A prop firm (proprietary trading firm) is a company that funds traders to trade the firm's capital, taking a share of profits in exchange. Modern retail prop firms — FTMO, FundedNext, The5%ers, MyForexFunds-style operators — require traders to first pass a paid evaluation challenge. After passing, the trader gets a "funded" account (usually a simulated account whose results are mirrored or hedged in the firm's live book) and keeps a profit split, typically 80-90% in the trader's favor.
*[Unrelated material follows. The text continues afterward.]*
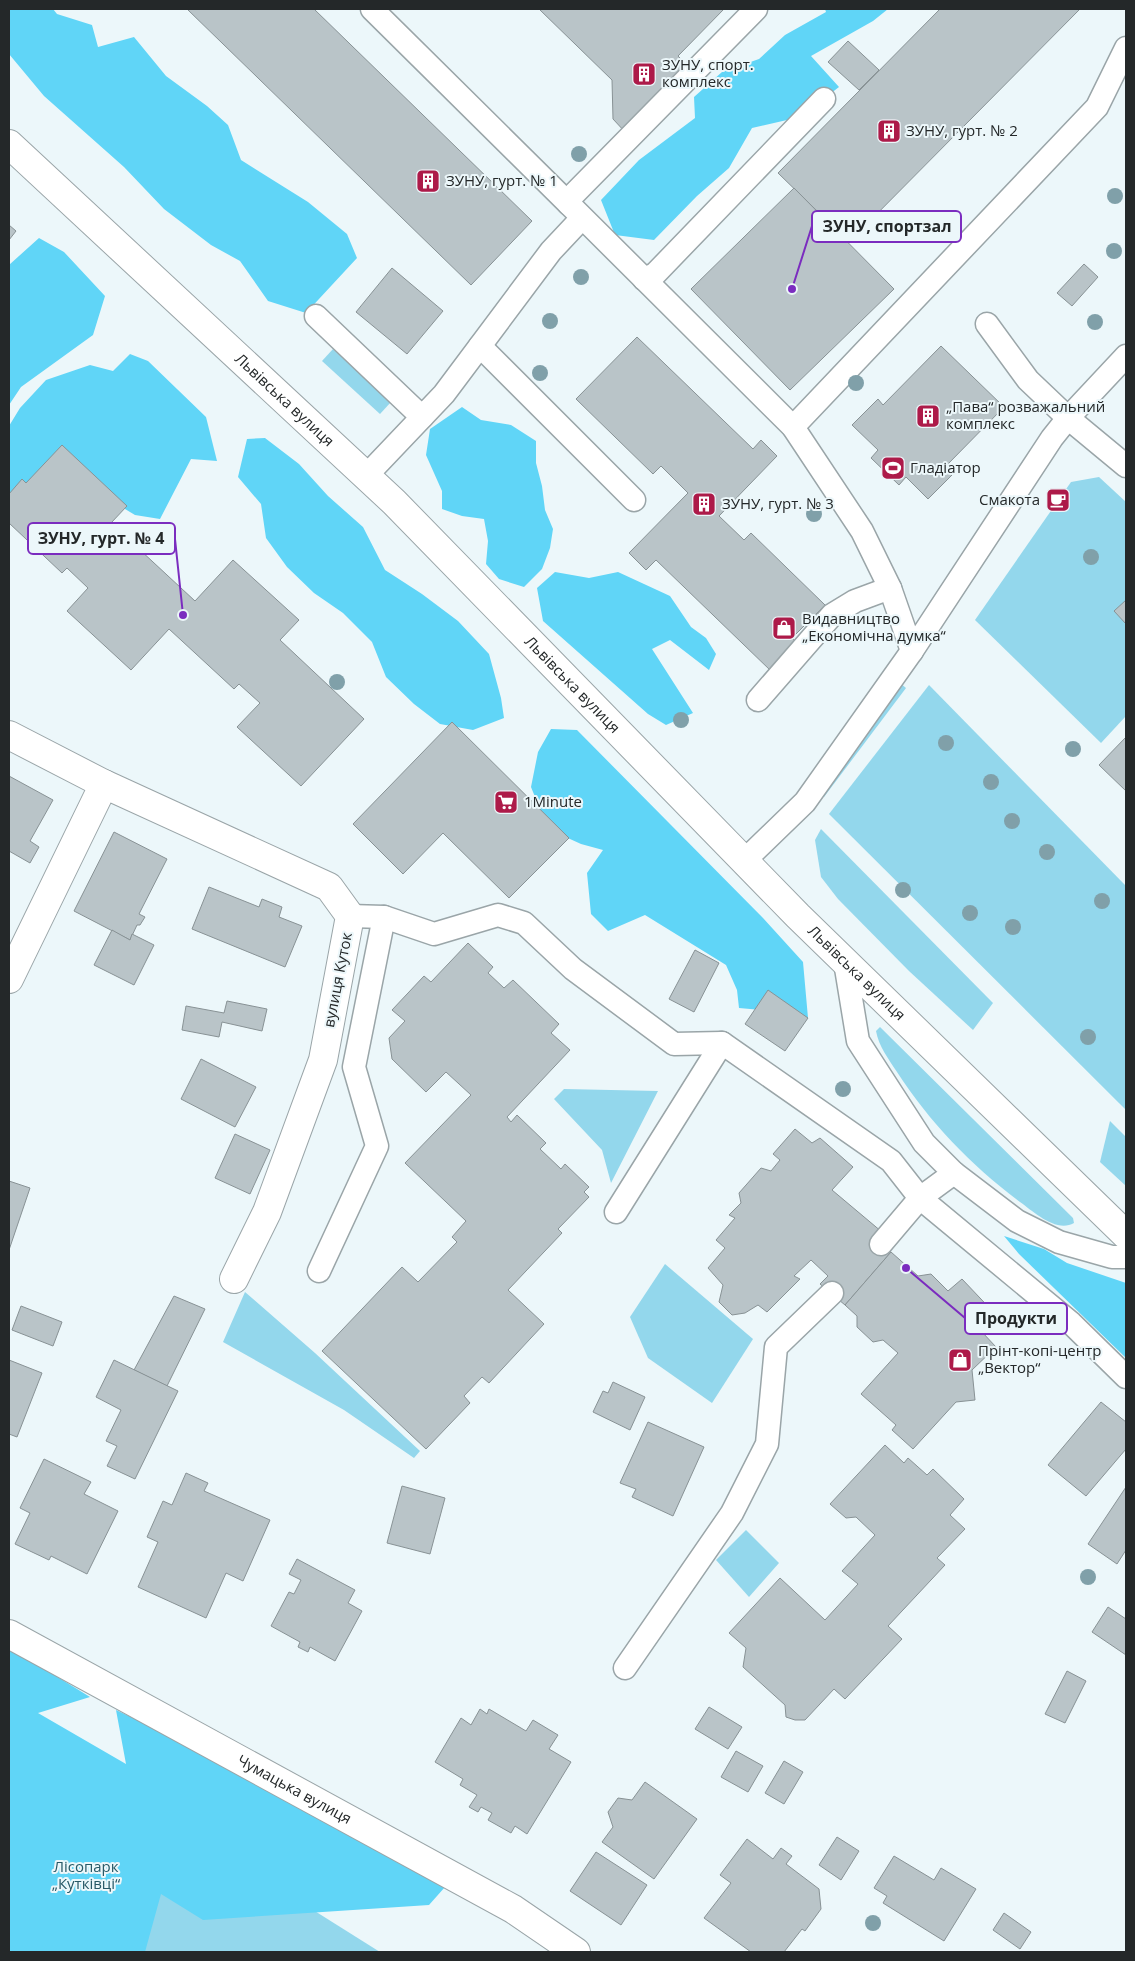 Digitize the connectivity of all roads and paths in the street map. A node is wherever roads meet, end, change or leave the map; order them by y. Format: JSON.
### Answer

Retail prop firms differ from traditional Wall Street prop desks. The trader is not an employee, gets no salary, and trades from home on their own MT4/MT5 or cTrader terminal. Revenue for the firm comes from challenge fees plus a cut of trader profits.
Worked example
You pay $540 for a $100,000 FTMO challenge. You hit Phase 1 (10% profit) in 12 days, Phase 2 (5% profit) in 9 days. You now have a $100,000 funded account. You make $4,000 profit in your first month. With an 80/20 split you receive $3,200; FTMO keeps $800. If your account size scales, your dollar payouts scale with it.
Why it matters
Prop firms let traders with small personal capital trade meaningful size — a winning $10,000 trader can earn from a $200,000 funded account. They also impose discipline through hard drawdown rules that force risk management.
Common pitfalls
- Treating the challenge like a normal account. Drawdown rules are stricter than retail brokers; one oversized loss ends the account.
- Confusing "funded" with "real money." Most firms run simulated accounts and only hedge profitable traders' positions in the real market.
- Stacking multiple challenges hoping one passes — challenge fees compound quickly.
- Ignoring news/weekend holding rules in the firm's terms.